Dividing Jerusalem – Big Deal, Very Bad Idea

January 1, 2018

3 min read

Earl Cox

US President Donald Trump’s recognition of Jerusalem as the capital of Israel did not address the city’s final status or its borders under Israeli sovereignty. Since his stand acknowledges treaties both parties agreed to, then “why do the nations rage” (Psalm 2)? Perhaps Trump’s equitable and balanced stance confronts the diplomacy-by-bullying approach by those who would impose their political will on Israel and split its capital in two by force.

The politicized anti-Israel agendas of the UN, Europe, and militant Islam render them unacceptable “partners” in the search for peace in the Middle East. The UN and the EU theoretically recognize the right of nations (except Israel) to govern their capitals. The Knesset’s 1980 Basic Law established Jerusalem, “complete and united,” as its capital. Trump has endorsed this reality.

History demonstrates another reality check: when foreign powers dictate divisions to other cities or nations – such as the World War II Allies did in Germany, its capital Berlin and Korea – it ends in failure.

German site The Local recently reported Berlin as a “failed capital city,” and newspaper Die Welt labeled Germany a “failed state.” Berlin today faces chronic poverty, unemployment, homelessness, poor infrastructure, a floundering education system, debt, the refugee crisis and a high crime rate.

The city never recovered from the oppressive stamp of the Cold War and the Iron Curtain that slashed it in two. Twenty-five years after the Wall fell, the old border still pockmarks the land – with the East bearing the brunt, according to Zeit Online and The Washington Post.

“Reunification is not yet complete,” said former Berlin mayor Eberhard Diepgen. People still “see themselves as losers in the Wende (reunification). This will take at least two generations to overcome.”

The Wall nullified postwar Germany’s right to self-determination. Longterm effects were the entrenchment of the Iron Curtain and the US-Soviet arms race.

The divisions of Berlin and Germany (1945), Korea (1945) and Jerusalem (1948) took place in the same time period, and all three reflected power grabs and jockeying by external state actors.

The fallout from Korea’s postwar division continues today. A US State Department official admitted the 38th parallel (border) was “an entirely arbitrary line, chosen by World War II victors in 1945 with no consideration for the geographical, economic or political realities of the country,” according to Time. First South Korean president Syngman Rhee predicted the imposed 38th parallel “would leave intact the conditions that provoked this [Korean] war.”

According to a 1950 State Department bulletin, America assumed Japan’s defeat would result in Korea’s independence. But the US and the Soviet Union deadlocked over this issue for two years, preventing 38 million Koreans from “their right” to self-determination, since the Soviets refused to allow elections in the north, and stonewalled other attempts to unite the two Koreas. Today North Korea is a destabilizing force that threatens South Korea, the region, and the world.

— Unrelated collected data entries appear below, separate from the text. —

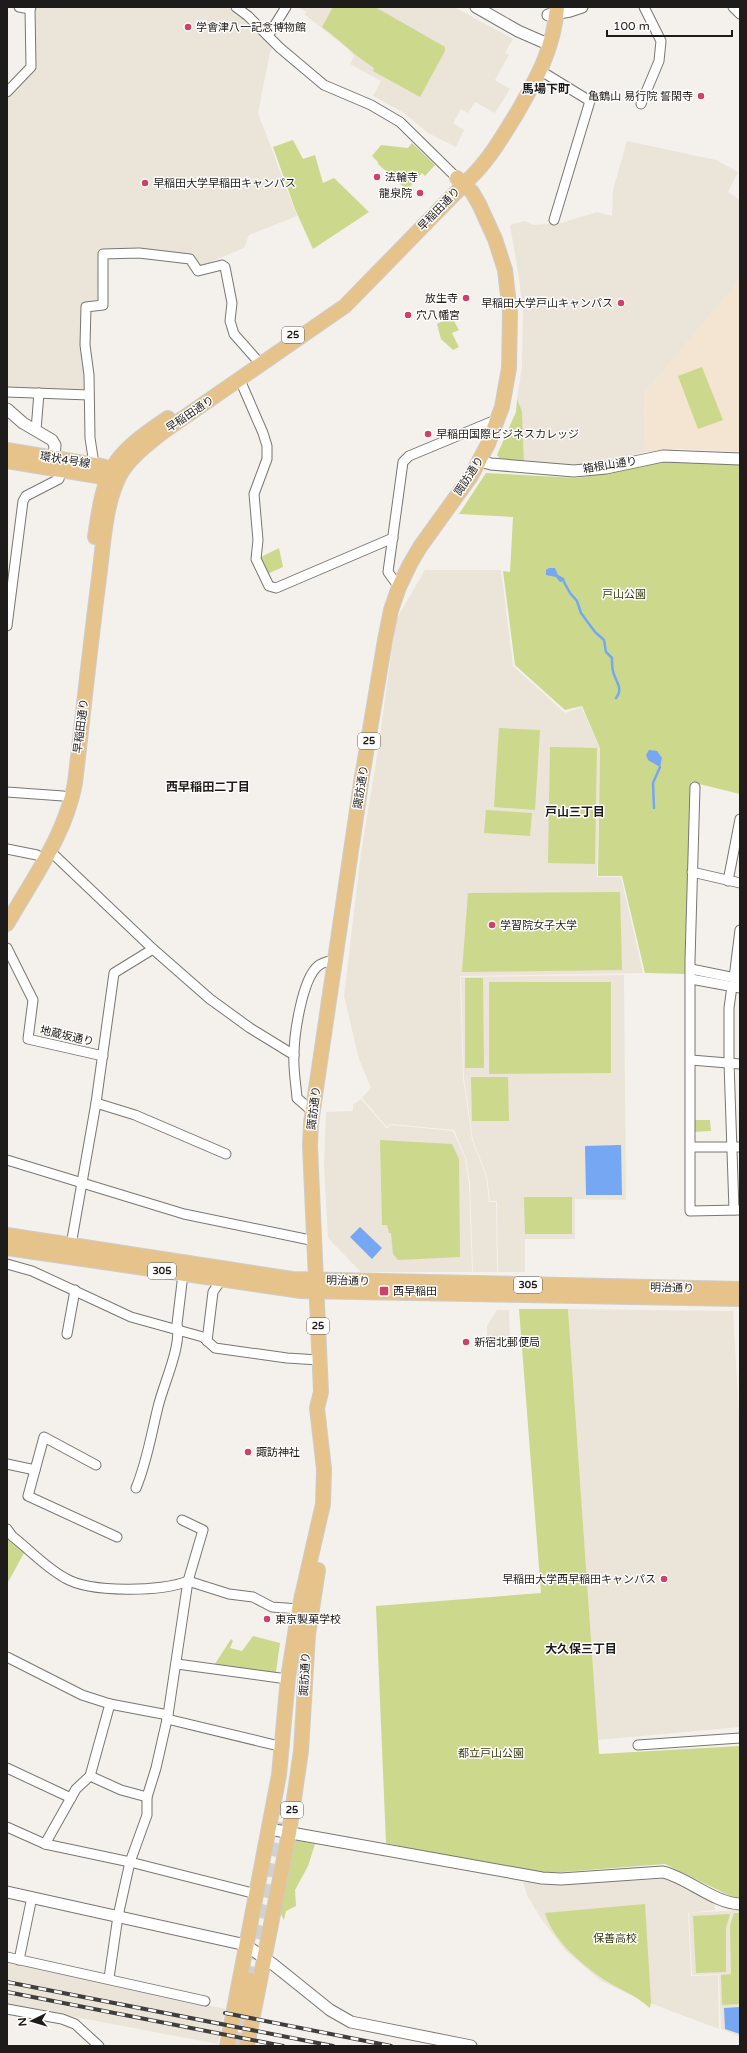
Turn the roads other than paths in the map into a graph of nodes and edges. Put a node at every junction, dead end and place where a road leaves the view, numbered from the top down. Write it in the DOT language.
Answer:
graph roads {
  1 [pos="18,7"];
  2 [pos="286,7"];
  3 [pos="476,7"];
  4 [pos="582,7"];
  5 [pos="644,7"];
  6 [pos="733,7"];
  7 [pos="30,8"];
  8 [pos="240,8"];
  9 [pos="553,11"];
  10 [pos="740,14"];
  11 [pos="268,36"];
  12 [pos="546,43"];
  13 [pos="541,71"];
  14 [pos="7,92"];
  15 [pos="641,104"];
  16 [pos="460,182"];
  17 [pos="554,220"];
  18 [pos="257,360"];
  19 [pos="240,380"];
  20 [pos="7,392"];
  21 [pos="39,393"];
  22 [pos="89,396"];
  23 [pos="7,409"];
  24 [pos="498,419"];
  25 [pos="36,430"];
  26 [pos="7,450"];
  27 [pos="740,458"];
  28 [pos="7,461"];
  29 [pos="480,461"];
  30 [pos="57,464"];
  31 [pos="94,464"];
  32 [pos="114,475"];
  33 [pos="393,538"];
  34 [pos="399,587"];
  35 [pos="7,626"];
  36 [pos="695,787"];
  37 [pos="7,792"];
  38 [pos="63,796"];
  39 [pos="740,820"];
  40 [pos="7,849"];
  41 [pos="43,853"];
  42 [pos="692,872"];
  43 [pos="728,881"];
  44 [pos="740,883"];
  45 [pos="7,907"];
  46 [pos="7,924"];
  47 [pos="740,930"];
  48 [pos="7,948"];
  49 [pos="153,949"];
  50 [pos="335,960"];
  51 [pos="691,969"];
  52 [pos="691,979"];
  53 [pos="737,983"];
  54 [pos="294,1055"];
  55 [pos="103,1056"];
  56 [pos="691,1060"];
  57 [pos="729,1062"];
  58 [pos="740,1064"];
  59 [pos="96,1102"];
  60 [pos="313,1112"];
  61 [pos="690,1147"];
  62 [pos="736,1147"];
  63 [pos="226,1154"];
  64 [pos="7,1160"];
  65 [pos="80,1182"];
  66 [pos="737,1210"];
  67 [pos="7,1235"];
  68 [pos="315,1241"];
  69 [pos="71,1245"];
  70 [pos="7,1248"];
  71 [pos="7,1264"];
  72 [pos="182,1274"];
  73 [pos="221,1280"];
  74 [pos="316,1286"];
  75 [pos="740,1289"];
  76 [pos="75,1290"];
  77 [pos="740,1299"];
  78 [pos="178,1330"];
  79 [pos="67,1334"];
  80 [pos="207,1341"];
  81 [pos="319,1360"];
  82 [pos="7,1464"];
  83 [pos="96,1465"];
  84 [pos="35,1470"];
  85 [pos="136,1488"];
  86 [pos="182,1520"];
  87 [pos="7,1529"];
  88 [pos="117,1537"];
  89 [pos="188,1581"];
  90 [pos="303,1609"];
  91 [pos="7,1657"];
  92 [pos="291,1657"];
  93 [pos="305,1661"];
  94 [pos="177,1664"];
  95 [pos="288,1678"];
  96 [pos="110,1704"];
  97 [pos="295,1711"];
  98 [pos="168,1717"];
  99 [pos="740,1738"];
  100 [pos="638,1745"];
  101 [pos="283,1747"];
  102 [pos="7,1768"];
  103 [pos="90,1776"];
  104 [pos="147,1797"];
  105 [pos="71,1798"];
  106 [pos="282,1812"];
  107 [pos="7,1828"];
  108 [pos="269,1829"];
  109 [pos="289,1833"];
  110 [pos="45,1844"];
  111 [pos="130,1862"];
  112 [pos="7,1892"];
  113 [pos="256,1894"];
  114 [pos="32,1898"];
  115 [pos="740,1904"];
  116 [pos="118,1916"];
  117 [pos="246,1945"];
  118 [pos="7,1957"];
  119 [pos="264,1958"];
  120 [pos="19,1960"];
  121 [pos="109,1978"];
  122 [pos="249,1980"];
  123 [pos="205,2001"];
  124 [pos="7,2009"];
  125 [pos="243,2012"];
  126 [pos="99,2046"];
  127 [pos="227,2046"];
  128 [pos="247,2046"];
  129 [pos="472,2046"];
  1 -- 7 [label="street"];
  2 -- 11 [label="street"];
  3 -- 12 [label="street"];
  4 -- 9 [label="street"];
  5 -- 15 [label="street"];
  6 -- 10 [label="street"];
  7 -- 14 [label="street"];
  8 -- 11 [label="street"];
  9 -- 12 [label="main road, 早稲田通り / 25"];
  11 -- 16 [label="street"];
  12 -- 13 [label="main road, 早稲田通り / 25"];
  12 -- 16 [label="main road, 早稲田通り / 25"];
  13 -- 16 [label="main road, 早稲田通り / 25"];
  13 -- 17 [label="street"];
  16 -- 18 [label="main road, 早稲田通り / 25"];
  16 -- 19 [label="main road, 早稲田通り / 25"];
  16 -- 24 [label="main road, 諏訪通り / 25"];
  18 -- 22 [label="street"];
  18 -- 32 [label="main road, 早稲田通り / 25"];
  19 -- 32 [label="main road, 早稲田通り / 25"];
  19 -- 33 [label="street"];
  20 -- 21 [label="street"];
  21 -- 22 [label="street"];
  21 -- 25 [label="street"];
  22 -- 31 [label="street"];
  23 -- 25 [label="street"];
  24 -- 29 [label="main road, 諏訪通り / 25"];
  24 -- 33 [label="street"];
  25 -- 30 [label="street"];
  26 -- 30 [label="main road, 環状4号線"];
  27 -- 29 [label="street, 箱根山通り"];
  28 -- 30 [label="main road, 環状4号線"];
  29 -- 34 [label="main road, 諏訪通り / 25"];
  30 -- 31 [label="main road, 環状4号線"];
  30 -- 32 [label="main road, 環状4号線"];
  30 -- 35 [label="street"];
  31 -- 32 [label="main road, 環状4号線"];
  32 -- 38 [label="main road, 早稲田通り / 25"];
  32 -- 41 [label="main road, 早稲田通り / 25"];
  33 -- 34 [label="street"];
  34 -- 50 [label="main road, 諏訪通り / 25"];
  36 -- 42 [label="street"];
  37 -- 38 [label="street"];
  38 -- 41 [label="main road, 早稲田通り / 25"];
  39 -- 43 [label="street"];
  40 -- 41 [label="street"];
  41 -- 45 [label="main road, 早稲田通り / 25"];
  41 -- 46 [label="main road, 早稲田通り / 25"];
  41 -- 49 [label="street"];
  42 -- 43 [label="street"];
  42 -- 51 [label="street"];
  43 -- 44 [label="street"];
  47 -- 53 [label="street"];
  48 -- 55 [label="street, 地蔵坂通り"];
  49 -- 54 [label="street"];
  49 -- 55 [label="street"];
  50 -- 54 [label="street"];
  50 -- 60 [label="main road, 諏訪通り / 25"];
  51 -- 52 [label="street"];
  51 -- 53 [label="street"];
  52 -- 53 [label="street"];
  52 -- 56 [label="street"];
  53 -- 57 [label="street"];
  54 -- 60 [label="street"];
  55 -- 59 [label="street"];
  56 -- 57 [label="street"];
  56 -- 61 [label="street"];
  57 -- 58 [label="street"];
  57 -- 62 [label="street"];
  59 -- 63 [label="street"];
  59 -- 65 [label="street"];
  60 -- 68 [label="main road, 諏訪通り / 25"];
  61 -- 62 [label="street"];
  61 -- 66 [label="street"];
  62 -- 66 [label="street"];
  64 -- 65 [label="street"];
  65 -- 68 [label="street"];
  65 -- 69 [label="street"];
  67 -- 69 [label="main road, 明治通り / 305"];
  68 -- 74 [label="main road, 諏訪通り / 25"];
  69 -- 74 [label="main road, 明治通り / 305"];
  70 -- 72 [label="main road, 明治通り / 305"];
  71 -- 76 [label="street"];
  72 -- 73 [label="main road, 明治通り / 305"];
  72 -- 78 [label="street"];
  73 -- 74 [label="main road, 明治通り / 305"];
  73 -- 80 [label="street"];
  74 -- 75 [label="main road, 明治通り / 305"];
  74 -- 77 [label="main road, 明治通り / 305"];
  74 -- 81 [label="main road, 諏訪通り / 25"];
  76 -- 78 [label="street"];
  76 -- 79 [label="street"];
  78 -- 80 [label="street"];
  78 -- 85 [label="street"];
  80 -- 81 [label="street"];
  81 -- 90 [label="main road, 諏訪通り / 25"];
  82 -- 84 [label="street"];
  83 -- 84 [label="street"];
  84 -- 88 [label="street"];
  86 -- 89 [label="street"];
  87 -- 89 [label="street"];
  89 -- 90 [label="street"];
  89 -- 94 [label="street"];
  90 -- 92 [label="main road, 諏訪通り / 25"];
  90 -- 93 [label="main road, 諏訪通り / 25"];
  91 -- 96 [label="street"];
  92 -- 95 [label="main road, 諏訪通り / 25"];
  92 -- 97 [label="main road, 25"];
  93 -- 97 [label="main road, 25"];
  93 -- 109 [label="main road, 諏訪通り / 25"];
  94 -- 95 [label="street"];
  94 -- 98 [label="street"];
  95 -- 101 [label="main road, 諏訪通り / 25"];
  96 -- 98 [label="street"];
  96 -- 103 [label="street"];
  97 -- 106 [label="main road, 25"];
  98 -- 101 [label="street"];
  98 -- 104 [label="street"];
  99 -- 100 [label="street"];
  101 -- 108 [label="main road, 諏訪通り / 25"];
  102 -- 105 [label="street"];
  103 -- 104 [label="street"];
  103 -- 105 [label="street"];
  104 -- 111 [label="street"];
  105 -- 110 [label="street"];
  107 -- 110 [label="street"];
  108 -- 109 [label="street"];
  108 -- 113 [label="main road, 諏訪通り / 25"];
  109 -- 115 [label="street"];
  109 -- 119 [label="main road, 諏訪通り / 25"];
  110 -- 111 [label="street"];
  111 -- 113 [label="street"];
  111 -- 116 [label="street"];
  112 -- 114 [label="street"];
  113 -- 117 [label="main road, 諏訪通り / 25"];
  114 -- 116 [label="street"];
  114 -- 120 [label="street"];
  116 -- 117 [label="street"];
  116 -- 121 [label="street"];
  117 -- 119 [label="street"];
  117 -- 127 [label="main road, 25"];
  118 -- 120 [label="street"];
  119 -- 128 [label="main road, 25"];
  119 -- 129 [label="street"];
  120 -- 121 [label="street"];
  121 -- 123 [label="street"];
  122 -- 125 [label="main road"];
  124 -- 126 [label="street"];
}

Externally imposed, divisive forces also threaten Israel and Jerusalem. Just as the Soviets set their sights on Germany, its capital Berlin and on Korea, in a similar way Palestinian Authority President Mahmoud Abbas, backed by antisemitic Europe, the Left and radical Islam, insists on dividing the Jewish capital and taking east Jerusalem.

The modern-day dividing of Israel and Jerusalem dates to the 1923 British Mandate, which author Clive Leatherdale calls an “indirect form of imperialism”; “Ottoman overlordship was substituted by European overlordship.”

General Assembly Resolution 181 (the “Partition Plan”) in 1947 established an international regime around Jerusalem under UN governance. But when Arab armies attacked Jerusalem in 1948, the UN did nothing to protect its own regime. Prime minister Ben-Gurion in 1949 declared the plan null and void.

The forced partitions of Berlin, Germany, and Korea were indelibly stamped by the Cold War. But today, radical Islam, by manipulating the Palestinian cause, threatens to divide Israel and its capital Jerusalem. The bullish reactions of Iran and Turkey to Trump’s declaration reflect their “renewed imperialist ambitions… at the expense of their Arab neighbors and the Israeli-Palestinian conflict,” said Hillel Frisch, a senior fellow at the Jerusalem Institute for Strategic Studies.

If outside powers encroach on Jerusalem’s final status and Israel’s sovereignty over its capital, past failures will likely repeat themselves – along with the failure of the Palestinians to achieve a stable and viable state. The longer we postpone endorsing reality, the worse it will be for all.